Prior applications of telemonitoring were designed around the principle that regular monitoring of physiologic parameters will enable early identification of clinical changes and consequently allow for intervention before decompensation. The Health Connect system provides the added benefit of virtual appointments with healthcare providers. Virtual appointments allow review of telemonitoring data, assessment of symptoms, time for direct patient education, and monitoring of compliance with medications, diet, and office appointments. Most studies on the effects of telemonitoring report a high rate of patient satisfaction.8 An important benefit of telemonitoring appears to be related to patient empowerment. Patients gain insight and awareness into their disease when they are directly involved in the care process. Virtual appointments foster an environment that encourages patient empowerment by offering ideal opportunities for this type of interaction. The addition of virtual appointments truly transforms basic telemonitoring into telemedicine.

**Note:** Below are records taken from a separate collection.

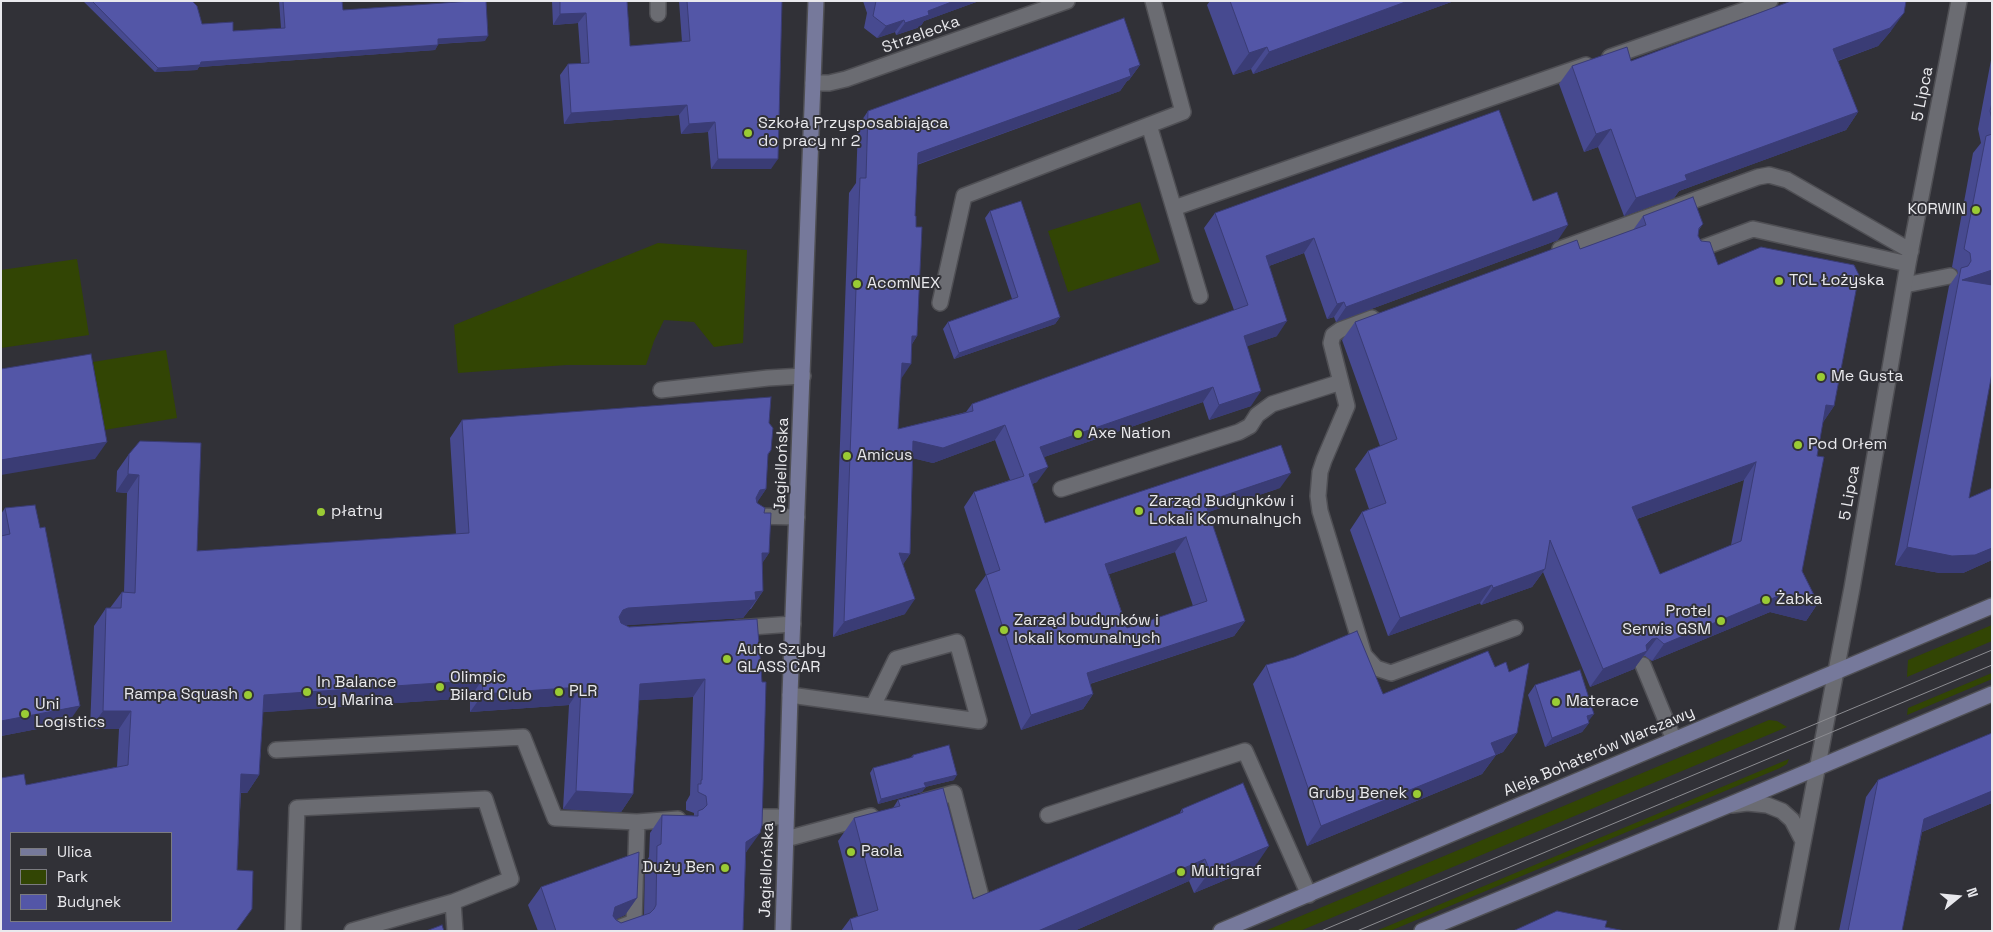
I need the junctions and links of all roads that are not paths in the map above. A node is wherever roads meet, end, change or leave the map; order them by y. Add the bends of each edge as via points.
1 (816, 1) edge
2 (1066, 1) edge
3 (1153, 1) edge
4 (1770, 1) edge
5 (1959, 1) edge
6 (813, 83) junction
7 (1149, 125) junction
8 (1174, 208) junction
9 (1694, 252) edge
10 (1549, 253) edge
11 (1909, 258) junction
12 (1950, 276) dead end
13 (1905, 285) junction
14 (1200, 296) dead end
15 (940, 303) dead end
16 (1385, 313) edge
17 (803, 376) junction
18 (1341, 382) junction
19 (661, 390) dead end
20 (1061, 489) dead end
21 (753, 516) edge
22 (797, 517) junction
23 (1992, 606) edge
24 (792, 624) junction
25 (723, 628) edge
26 (1515, 628) dead end
27 (1643, 665) edge
28 (1836, 671) junction
29 (1992, 694) edge
30 (790, 695) junction
31 (873, 706) junction
32 (1674, 740) junction
33 (276, 750) dead end
34 (1817, 768) junction
35 (1729, 805) junction
36 (906, 806) edge
37 (888, 811) edge
38 (1048, 815) dead end
39 (759, 817) edge
40 (786, 817) junction
41 (686, 819) edge
42 (637, 822) junction
43 (786, 839) junction
44 (1803, 841) junction
45 (980, 893) dead end
46 (1309, 894) junction
47 (453, 902) junction
48 (293, 931) edge
49 (352, 931) edge
50 (455, 931) edge
51 (610, 931) edge
52 (783, 931) edge
53 (1221, 931) edge
54 (1422, 931) edge
55 (1786, 931) edge

1 - 6 street, Jagiellońska
2 - 6 street, Strzelecka via 846,79
3 - 7 street via 1183,112
4 - 8 street
5 - 11 street, 5 Lipca
6 - 17 street, Jagiellońska
7 - 8 street
7 - 15 street via 964,196
8 - 14 street
9 - 11 street via 1754,229
10 - 11 street via 1769,174 1787,180
11 - 13 street, 5 Lipca
12 - 13 street
13 - 28 street, 5 Lipca
16 - 18 street via 1333,335 1331,349
17 - 19 street
17 - 22 street, Jagiellońska
18 - 20 street via 1272,404 1257,414 1250,426 1239,432
18 - 26 street via 1346,412 1324,460 1318,496 1368,662 1384,672 1398,671
21 - 22 street
22 - 24 street, Jagiellońska
23 - 28 street, Aleja Bohaterów Warszawy
24 - 25 street
24 - 30 street, Jagiellońska
27 - 32 street
28 - 32 street, Aleja Bohaterów Warszawy
28 - 34 street, 5 Lipca
29 - 34 street
30 - 31 street
30 - 40 street, Jagiellońska
31 - 31 street via 950,717 979,721 957,642 896,659
32 - 46 street, Aleja Bohaterów Warszawy
33 - 42 street via 523,737 555,818
34 - 35 street
34 - 44 street, 5 Lipca
35 - 44 street via 1767,805 1782,811 1792,820
35 - 54 street
36 - 45 street via 954,793
37 - 43 street
38 - 46 street via 1245,751
39 - 40 street
40 - 43 street, Jagiellońska
41 - 42 street
42 - 51 street via 634,922
43 - 52 street, Jagiellońska
44 - 55 street, 5 Lipca
46 - 53 street, Aleja Bohaterów Warszawy
47 - 48 street via 511,879 485,800 297,808
47 - 49 street
47 - 50 street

Despite the availability of evidence-based pharmacotherapies shown to improve survival and need for hospitalization, nonadherence to prescribed regimens remains a common problem in patients with heart failure. A recent study (N = 557) demonstrated a rate of nonadherence to prescribed treatments of 39% to 65%, depending on the medication.14 Nonadherence was associated with a significantly higher risk of all-cause mortality and cardiovascular hospitalization. The investigators estimated that 23% to 31% of hospital readmissions could have been prevented by improved adherence. It has been suggested that the level of adherence needs to be quite high (> 88%) in order to improve disease-free survival.15 Several factors appear to play a role in these high nonadherence rates. In one study (N = 954), patients with depressive symptoms and poor knowledge of their condition had significant difficulties with adherence.16 The telemedicine system employed in the current study allows clinicians to not only monitor and encourage medication adherence, but also provides an ideal opportunity for patient education, which is a root cause of nonadherence.

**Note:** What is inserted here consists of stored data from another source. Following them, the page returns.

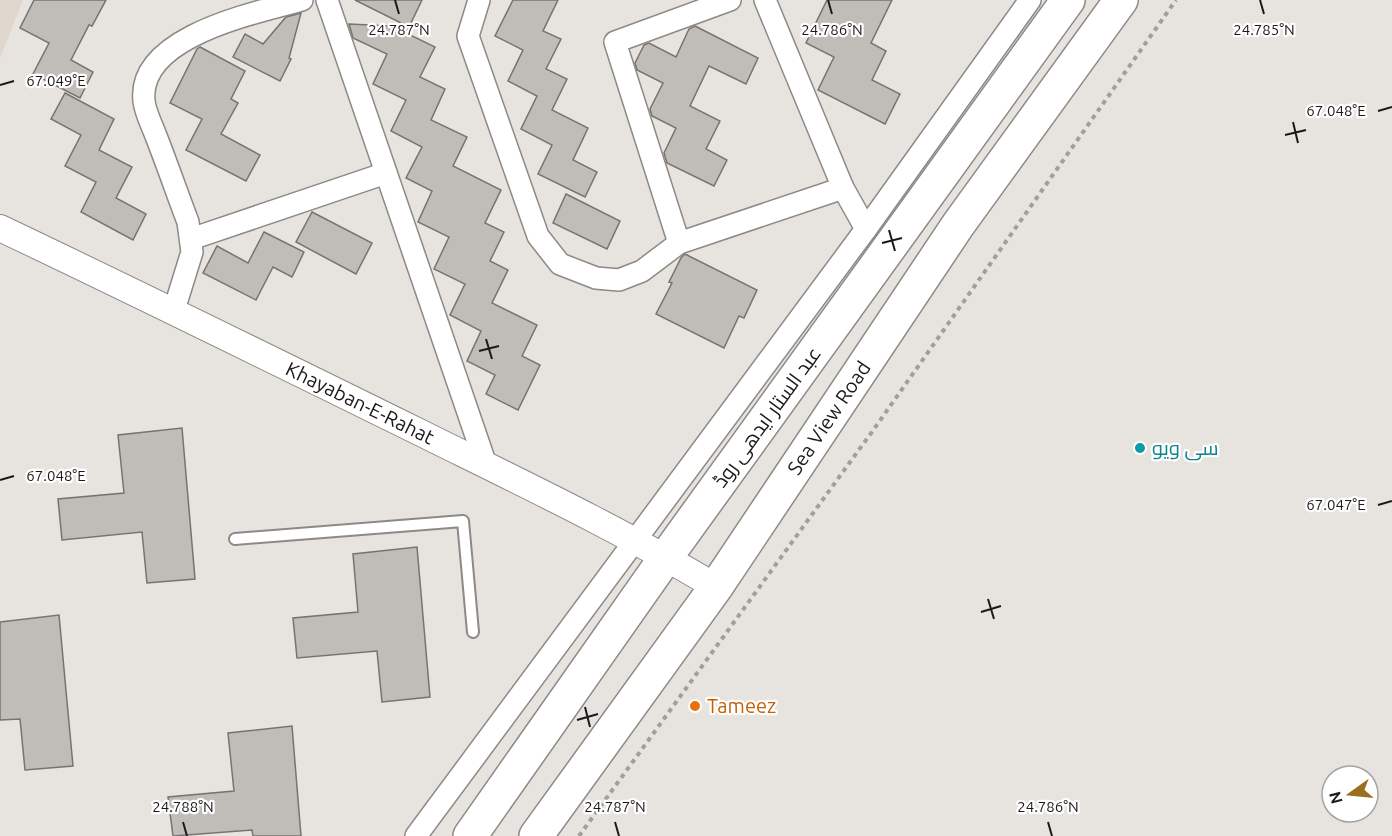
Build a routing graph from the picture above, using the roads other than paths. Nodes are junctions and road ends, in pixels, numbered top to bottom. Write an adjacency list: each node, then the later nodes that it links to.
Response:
1 (302, 0): 13 (street)
2 (327, 0): 9 (street)
3 (479, 0): 14 (street)
4 (730, 0): 14 (street)
5 (765, 0): 10 (street)
6 (1030, 0): 12 (street)
7 (1068, 0): 19 (main road, عبد الستار ایدھی روڈ)
8 (1121, 0): 20 (main road, Sea View Road)
9 (386, 173): 13 (street); 16 (street)
10 (843, 188): 12 (street); 14 (street)
11 (0, 228): 15 (street, Khayaban-E-Rahat)
12 (866, 229): 18 (street)
13 (191, 239): 15 (street)
14 (679, 243)
15 (174, 310): 16 (street, Khayaban-E-Rahat)
16 (486, 465): 18 (street, Khayaban-E-Rahat)
17 (235, 539): 21 (lane)
18 (635, 542): 19 (street, Khayaban-E-Rahat); 22 (street)
19 (666, 557): 20 (street, Khayaban-E-Rahat); 23 (main road, عبد الستار ایدھی روڈ)
20 (716, 587): 24 (main road, Sea View Road)
21 (473, 632)
22 (417, 836)
23 (470, 836)
24 (536, 836)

A major limitation with traditional telemonitoring is the lack of clinical context for the collected physiologic data. Virtual appointments provide this context and enable clinicians to better determine the most appropriate intervention. For example, a change in a previously stable vital sign may represent medication noncompliance, which may resolve with resumption of the missed medication. If necessary, medication doses can be adjusted or the patient can be referred for an early appointment with his or her cardiologist. Patients should be taken directly to the emergency department if the clinical condition becomes serious or life threatening.

Large, randomized controlled trials that are adequately powered to detect effects on survival and hospitalization are needed to confirm the clinical benefits of this telemedicine system. If the benefits are found to be real, the economic viability of telemedicine over usual care would need to be assessed prior to widespread implementation of this system.

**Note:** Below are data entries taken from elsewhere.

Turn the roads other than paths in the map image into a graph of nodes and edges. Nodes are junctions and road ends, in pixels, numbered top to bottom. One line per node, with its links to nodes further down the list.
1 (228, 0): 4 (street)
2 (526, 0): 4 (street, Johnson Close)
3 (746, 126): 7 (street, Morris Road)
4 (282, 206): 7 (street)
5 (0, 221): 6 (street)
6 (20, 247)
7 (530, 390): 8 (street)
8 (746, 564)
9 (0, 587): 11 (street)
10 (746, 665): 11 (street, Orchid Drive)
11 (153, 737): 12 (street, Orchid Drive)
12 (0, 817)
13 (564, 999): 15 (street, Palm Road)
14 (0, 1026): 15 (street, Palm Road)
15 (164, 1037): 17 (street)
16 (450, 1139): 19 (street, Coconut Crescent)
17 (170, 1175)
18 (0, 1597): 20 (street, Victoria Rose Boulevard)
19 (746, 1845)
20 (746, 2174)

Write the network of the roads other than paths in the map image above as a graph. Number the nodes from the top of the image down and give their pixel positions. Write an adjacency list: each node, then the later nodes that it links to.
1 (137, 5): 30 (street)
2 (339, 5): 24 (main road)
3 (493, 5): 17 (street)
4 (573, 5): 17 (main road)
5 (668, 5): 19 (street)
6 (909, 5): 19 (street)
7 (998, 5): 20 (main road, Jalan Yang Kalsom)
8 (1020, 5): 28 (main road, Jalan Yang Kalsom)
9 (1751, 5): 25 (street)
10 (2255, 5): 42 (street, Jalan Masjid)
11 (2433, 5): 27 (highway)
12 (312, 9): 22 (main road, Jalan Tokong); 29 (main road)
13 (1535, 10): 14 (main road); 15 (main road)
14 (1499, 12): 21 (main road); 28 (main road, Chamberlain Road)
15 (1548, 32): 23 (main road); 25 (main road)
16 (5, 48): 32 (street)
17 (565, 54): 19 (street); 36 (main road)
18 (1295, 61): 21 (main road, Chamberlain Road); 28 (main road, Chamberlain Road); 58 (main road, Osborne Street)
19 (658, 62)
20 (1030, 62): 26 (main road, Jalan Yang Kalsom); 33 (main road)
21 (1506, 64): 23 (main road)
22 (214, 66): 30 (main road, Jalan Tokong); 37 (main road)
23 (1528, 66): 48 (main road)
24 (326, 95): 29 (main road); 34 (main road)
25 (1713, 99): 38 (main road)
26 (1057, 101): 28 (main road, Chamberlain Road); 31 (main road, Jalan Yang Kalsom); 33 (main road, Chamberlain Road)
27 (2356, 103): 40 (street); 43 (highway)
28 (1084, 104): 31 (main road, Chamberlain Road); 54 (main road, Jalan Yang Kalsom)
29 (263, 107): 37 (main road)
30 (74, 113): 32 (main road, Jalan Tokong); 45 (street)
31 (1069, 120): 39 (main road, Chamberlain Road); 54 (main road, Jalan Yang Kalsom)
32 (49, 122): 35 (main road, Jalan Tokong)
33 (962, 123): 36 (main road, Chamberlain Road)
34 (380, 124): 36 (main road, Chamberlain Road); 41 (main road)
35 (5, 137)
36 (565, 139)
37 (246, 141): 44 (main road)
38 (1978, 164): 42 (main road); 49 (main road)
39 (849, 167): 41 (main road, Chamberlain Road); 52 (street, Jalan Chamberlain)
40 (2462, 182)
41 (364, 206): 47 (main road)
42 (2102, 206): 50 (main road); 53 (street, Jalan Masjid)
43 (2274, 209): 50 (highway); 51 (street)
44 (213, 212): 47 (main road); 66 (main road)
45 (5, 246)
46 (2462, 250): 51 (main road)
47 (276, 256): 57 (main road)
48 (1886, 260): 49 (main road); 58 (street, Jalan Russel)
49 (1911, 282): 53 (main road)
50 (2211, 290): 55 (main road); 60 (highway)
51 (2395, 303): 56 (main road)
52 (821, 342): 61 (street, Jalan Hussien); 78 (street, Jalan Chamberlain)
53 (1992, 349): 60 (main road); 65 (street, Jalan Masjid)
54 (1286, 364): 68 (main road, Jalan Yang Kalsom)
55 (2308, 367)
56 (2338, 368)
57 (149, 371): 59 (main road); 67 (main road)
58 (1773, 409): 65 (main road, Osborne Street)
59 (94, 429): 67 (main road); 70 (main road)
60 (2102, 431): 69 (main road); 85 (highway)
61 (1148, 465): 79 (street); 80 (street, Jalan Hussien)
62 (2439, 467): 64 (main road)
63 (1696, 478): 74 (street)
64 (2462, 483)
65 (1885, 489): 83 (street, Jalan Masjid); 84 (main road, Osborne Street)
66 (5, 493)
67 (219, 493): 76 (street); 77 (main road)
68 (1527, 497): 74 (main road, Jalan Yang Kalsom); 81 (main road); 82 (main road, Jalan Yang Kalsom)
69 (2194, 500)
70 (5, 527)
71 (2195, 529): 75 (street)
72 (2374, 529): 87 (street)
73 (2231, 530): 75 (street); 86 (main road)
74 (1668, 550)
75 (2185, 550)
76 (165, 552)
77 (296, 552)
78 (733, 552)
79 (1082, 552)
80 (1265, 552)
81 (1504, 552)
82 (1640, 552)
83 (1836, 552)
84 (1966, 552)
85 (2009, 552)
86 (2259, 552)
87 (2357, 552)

The cost of the device used in our study for telemonitoring was estimated to be $450 per patient per month. It is reasonable to say that this cost can be significantly lower than the cost of rehospitalizations in patients with CHF. As the technology advances, the cost of telemonitoring will decrease accordingly, making it more affordable for the healthcare system. 

Conclusions

The Health Connect telemedicine system appears to be acceptable and easy to use for both patients and healthcare providers. The integration of traditional telemonitoring technology with virtual provider appointments offers a powerful tool to improve outcomes in patients with CHF. Further research is required to confirm the clinical benefit and economic viability of the Health Connect system over standard medical therapy. 

 

The authors report no real or apparent conflicts of interest.